- What you have to do
Reproduce the data in full, exactly as given, leaving images out.
*** The records ***
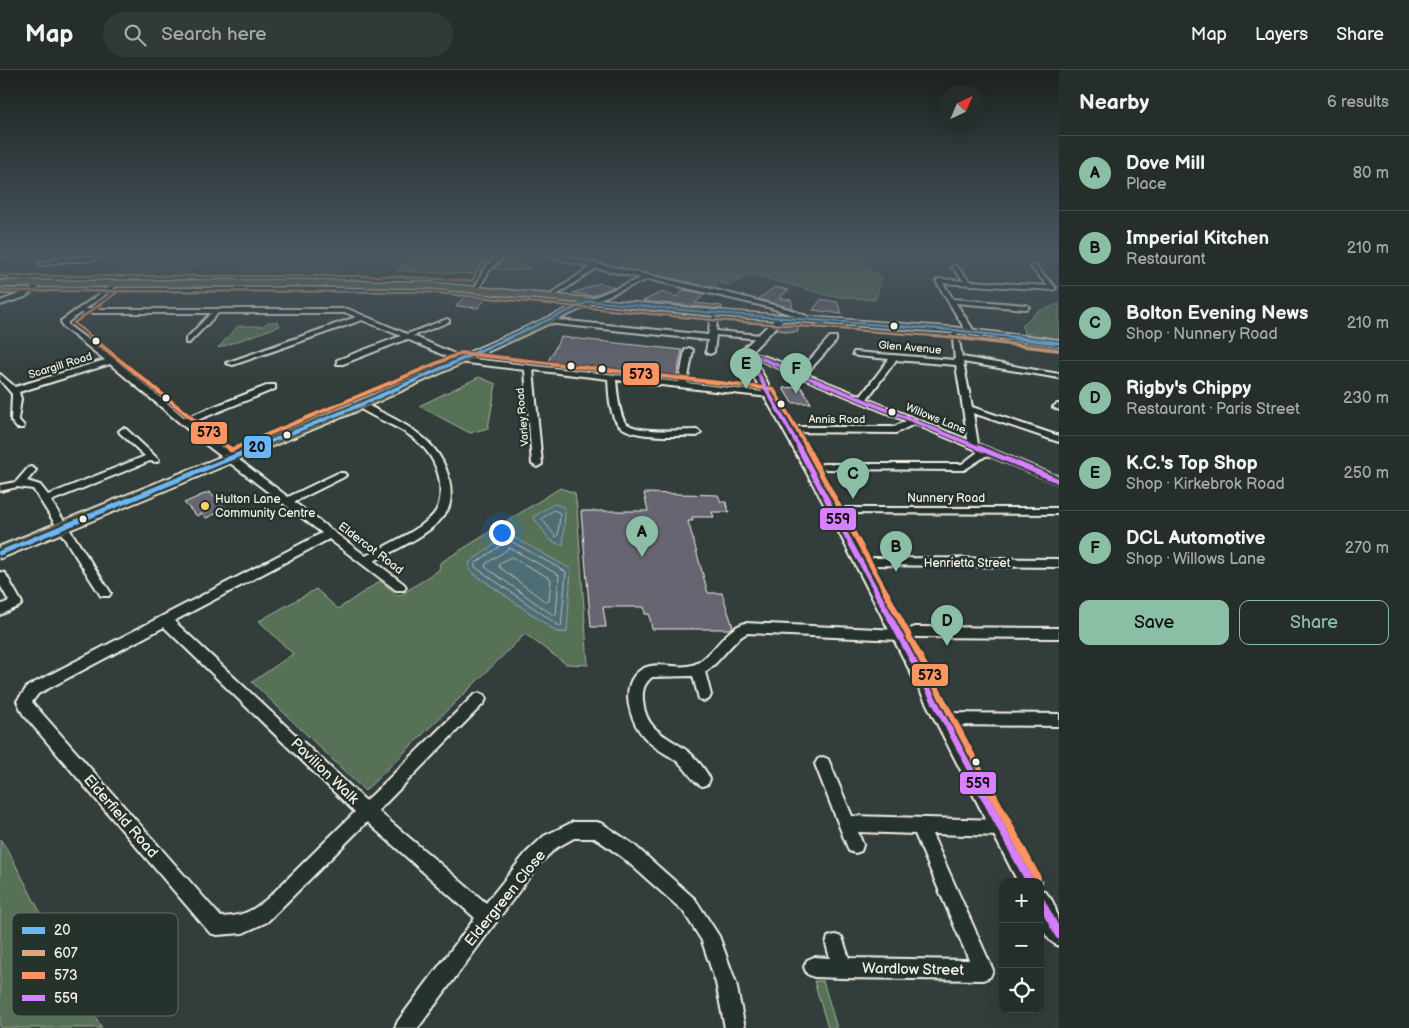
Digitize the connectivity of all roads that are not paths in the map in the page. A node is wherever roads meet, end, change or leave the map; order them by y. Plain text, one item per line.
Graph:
1 (21, 297) edge
2 (98, 297) edge
3 (549, 297) edge
4 (601, 297) edge
5 (735, 297) edge
6 (949, 297) edge
7 (590, 301) junction
8 (952, 301) junction
9 (0, 304) edge
10 (1026, 307) dead end
11 (78, 311) junction
12 (216, 311) junction
13 (363, 317) junction
14 (778, 317) junction
15 (714, 318) dead end
16 (811, 320) junction
17 (447, 321) dead end
18 (547, 321) junction
19 (954, 330) junction
20 (970, 331) junction
21 (407, 336) junction
22 (712, 336) junction
23 (761, 337) junction
24 (833, 339) dead end
25 (189, 341) dead end
26 (1059, 342) edge
27 (689, 350) dead end
28 (710, 352) dead end
29 (857, 354) dead end
30 (748, 356) junction
31 (894, 357) junction
32 (462, 360) junction
33 (111, 361) junction
34 (960, 361) junction
35 (340, 362) dead end
36 (230, 363) dead end
37 (529, 368) junction
38 (801, 375) junction
39 (0, 376) edge
40 (1059, 376) edge
41 (612, 378) junction
42 (682, 386) junction
43 (273, 388) dead end
44 (15, 390) junction
45 (770, 395) junction
46 (862, 400) junction
47 (360, 404) junction
48 (968, 409) junction
49 (913, 421) junction
50 (184, 422) junction
51 (20, 426) dead end
52 (123, 430) dead end
53 (789, 430) junction
54 (697, 433) dead end
55 (1059, 439) edge
56 (974, 446) junction
57 (986, 451) junction
58 (230, 459) junction
59 (537, 464) dead end
60 (823, 467) dead end
61 (31, 470) dead end
62 (341, 475) dead end
63 (1059, 481) edge
64 (20, 483) junction
65 (0, 488) edge
66 (46, 499) junction
67 (286, 502) junction
68 (834, 511) junction
69 (1059, 511) edge
70 (63, 526) junction
71 (329, 534) junction
72 (0, 552) edge
73 (365, 561) junction
74 (874, 562) dead end
75 (1059, 563) edge
76 (2, 582) edge
77 (400, 587) dead end
78 (105, 593) dead end
79 (0, 610) edge
80 (166, 621) junction
81 (907, 633) junction
82 (1059, 633) edge
83 (698, 670) junction
84 (704, 695) dead end
85 (479, 699) dead end
86 (944, 718) junction
87 (1059, 720) edge
88 (823, 764) dead end
89 (702, 779) dead end
90 (366, 811) junction
91 (846, 824) junction
92 (920, 826) junction
93 (1001, 828) junction
94 (855, 845) dead end
95 (1028, 878) edge
96 (1044, 907) edge
97 (488, 917) junction
98 (1059, 935) edge
99 (835, 944) dead end
100 (814, 967) dead end
101 (843, 968) junction
102 (405, 1028) edge
103 (735, 1028) edge

1 - 9 street
2 - 11 street
3 - 7 main road
4 - 7 street
5 - 16 street
6 - 8 street
7 - 14 main road
7 - 18 main road
8 - 10 street
8 - 20 street
11 - 12 street
11 - 33 street, Eldercot Road
12 - 13 street
12 - 25 street
13 - 21 street
13 - 36 street
14 - 16 main road
14 - 23 street
15 - 22 street
16 - 19 main road
17 - 21 street
18 - 22 street
18 - 32 main road
19 - 20 main road
19 - 34 street
20 - 26 main road
21 - 32 street
21 - 35 street
22 - 23 street
22 - 28 street
23 - 30 street
24 - 38 street
27 - 42 street
29 - 31 street, Glen Avenue
30 - 38 street, Willows Lane
30 - 45 street
31 - 34 street, Glen Avenue
31 - 46 street
32 - 37 street
32 - 47 main road
33 - 44 street, Scargill Road
33 - 50 street, Eldercot Road
34 - 40 street, Glen Avenue
34 - 48 street
37 - 41 street
37 - 59 street, Varley Road
38 - 46 street, Willows Lane
39 - 44 street
41 - 42 street
41 - 54 street
42 - 45 street
43 - 50 street
44 - 51 street
45 - 53 street
46 - 49 street, Willows Lane
47 - 58 main road
47 - 73 street
48 - 55 street
48 - 56 street
49 - 53 street, Annis Road
49 - 56 street, Willows Lane
50 - 58 street, Eldercot Road
52 - 66 street
53 - 68 street
56 - 57 street, Willows Lane
57 - 60 street
57 - 63 street, Willows Lane
58 - 67 street, Eldercot Road
58 - 70 main road
61 - 64 street
62 - 67 street
64 - 65 street
64 - 66 street
66 - 70 street
67 - 71 street, Eldercot Road
68 - 69 street, Nunnery Road
68 - 81 street
70 - 72 main road
70 - 78 street
71 - 73 street, Eldercot Road
71 - 80 street, Elderfield Road
73 - 77 street, Eldercot Road
74 - 75 street, Henrietta Street
76 - 79 street
80 - 90 street, Pavilion Walk
80 - 90 street, Elderfield Road
81 - 82 street
81 - 83 street
81 - 86 street
83 - 84 street
83 - 89 street
85 - 90 street, Elderfield Road
86 - 87 street
86 - 93 street
88 - 91 street
90 - 97 street, Pavilion Walk
91 - 92 street
91 - 94 street
92 - 93 street
92 - 101 street, Wardlow Street
93 - 95 street
96 - 98 street
97 - 102 street, Eldergreen Close
97 - 103 street, Eldergreen Close
99 - 101 street
100 - 101 street, Wardlow Street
*** End of The records ***
- Answer space
Digitize the connectivity of all roads that are not paths in the map in the page. A node is wherever roads meet, end, change or leave the map; order them by y. Plain text, one item per line.
Graph:
1 (21, 297) edge
2 (98, 297) edge
3 (549, 297) edge
4 (601, 297) edge
5 (735, 297) edge
6 (949, 297) edge
7 (590, 301) junction
8 (952, 301) junction
9 (0, 304) edge
10 (1026, 307) dead end
11 (78, 311) junction
12 (216, 311) junction
13 (363, 317) junction
14 (778, 317) junction
15 (714, 318) dead end
16 (811, 320) junction
17 (447, 321) dead end
18 (547, 321) junction
19 (954, 330) junction
20 (970, 331) junction
21 (407, 336) junction
22 (712, 336) junction
23 (761, 337) junction
24 (833, 339) dead end
25 (189, 341) dead end
26 (1059, 342) edge
27 (689, 350) dead end
28 (710, 352) dead end
29 (857, 354) dead end
30 (748, 356) junction
31 (894, 357) junction
32 (462, 360) junction
33 (111, 361) junction
34 (960, 361) junction
35 (340, 362) dead end
36 (230, 363) dead end
37 (529, 368) junction
38 (801, 375) junction
39 (0, 376) edge
40 (1059, 376) edge
41 (612, 378) junction
42 (682, 386) junction
43 (273, 388) dead end
44 (15, 390) junction
45 (770, 395) junction
46 (862, 400) junction
47 (360, 404) junction
48 (968, 409) junction
49 (913, 421) junction
50 (184, 422) junction
51 (20, 426) dead end
52 (123, 430) dead end
53 (789, 430) junction
54 (697, 433) dead end
55 (1059, 439) edge
56 (974, 446) junction
57 (986, 451) junction
58 (230, 459) junction
59 (537, 464) dead end
60 (823, 467) dead end
61 (31, 470) dead end
62 (341, 475) dead end
63 (1059, 481) edge
64 (20, 483) junction
65 (0, 488) edge
66 (46, 499) junction
67 (286, 502) junction
68 (834, 511) junction
69 (1059, 511) edge
70 (63, 526) junction
71 (329, 534) junction
72 (0, 552) edge
73 (365, 561) junction
74 (874, 562) dead end
75 (1059, 563) edge
76 (2, 582) edge
77 (400, 587) dead end
78 (105, 593) dead end
79 (0, 610) edge
80 (166, 621) junction
81 (907, 633) junction
82 (1059, 633) edge
83 (698, 670) junction
84 (704, 695) dead end
85 (479, 699) dead end
86 (944, 718) junction
87 (1059, 720) edge
88 (823, 764) dead end
89 (702, 779) dead end
90 (366, 811) junction
91 (846, 824) junction
92 (920, 826) junction
93 (1001, 828) junction
94 (855, 845) dead end
95 (1028, 878) edge
96 (1044, 907) edge
97 (488, 917) junction
98 (1059, 935) edge
99 (835, 944) dead end
100 (814, 967) dead end
101 (843, 968) junction
102 (405, 1028) edge
103 (735, 1028) edge

1 - 9 street
2 - 11 street
3 - 7 main road
4 - 7 street
5 - 16 street
6 - 8 street
7 - 14 main road
7 - 18 main road
8 - 10 street
8 - 20 street
11 - 12 street
11 - 33 street, Eldercot Road
12 - 13 street
12 - 25 street
13 - 21 street
13 - 36 street
14 - 16 main road
14 - 23 street
15 - 22 street
16 - 19 main road
17 - 21 street
18 - 22 street
18 - 32 main road
19 - 20 main road
19 - 34 street
20 - 26 main road
21 - 32 street
21 - 35 street
22 - 23 street
22 - 28 street
23 - 30 street
24 - 38 street
27 - 42 street
29 - 31 street, Glen Avenue
30 - 38 street, Willows Lane
30 - 45 street
31 - 34 street, Glen Avenue
31 - 46 street
32 - 37 street
32 - 47 main road
33 - 44 street, Scargill Road
33 - 50 street, Eldercot Road
34 - 40 street, Glen Avenue
34 - 48 street
37 - 41 street
37 - 59 street, Varley Road
38 - 46 street, Willows Lane
39 - 44 street
41 - 42 street
41 - 54 street
42 - 45 street
43 - 50 street
44 - 51 street
45 - 53 street
46 - 49 street, Willows Lane
47 - 58 main road
47 - 73 street
48 - 55 street
48 - 56 street
49 - 53 street, Annis Road
49 - 56 street, Willows Lane
50 - 58 street, Eldercot Road
52 - 66 street
53 - 68 street
56 - 57 street, Willows Lane
57 - 60 street
57 - 63 street, Willows Lane
58 - 67 street, Eldercot Road
58 - 70 main road
61 - 64 street
62 - 67 street
64 - 65 street
64 - 66 street
66 - 70 street
67 - 71 street, Eldercot Road
68 - 69 street, Nunnery Road
68 - 81 street
70 - 72 main road
70 - 78 street
71 - 73 street, Eldercot Road
71 - 80 street, Elderfield Road
73 - 77 street, Eldercot Road
74 - 75 street, Henrietta Street
76 - 79 street
80 - 90 street, Pavilion Walk
80 - 90 street, Elderfield Road
81 - 82 street
81 - 83 street
81 - 86 street
83 - 84 street
83 - 89 street
85 - 90 street, Elderfield Road
86 - 87 street
86 - 93 street
88 - 91 street
90 - 97 street, Pavilion Walk
91 - 92 street
91 - 94 street
92 - 93 street
92 - 101 street, Wardlow Street
93 - 95 street
96 - 98 street
97 - 102 street, Eldergreen Close
97 - 103 street, Eldergreen Close
99 - 101 street
100 - 101 street, Wardlow Street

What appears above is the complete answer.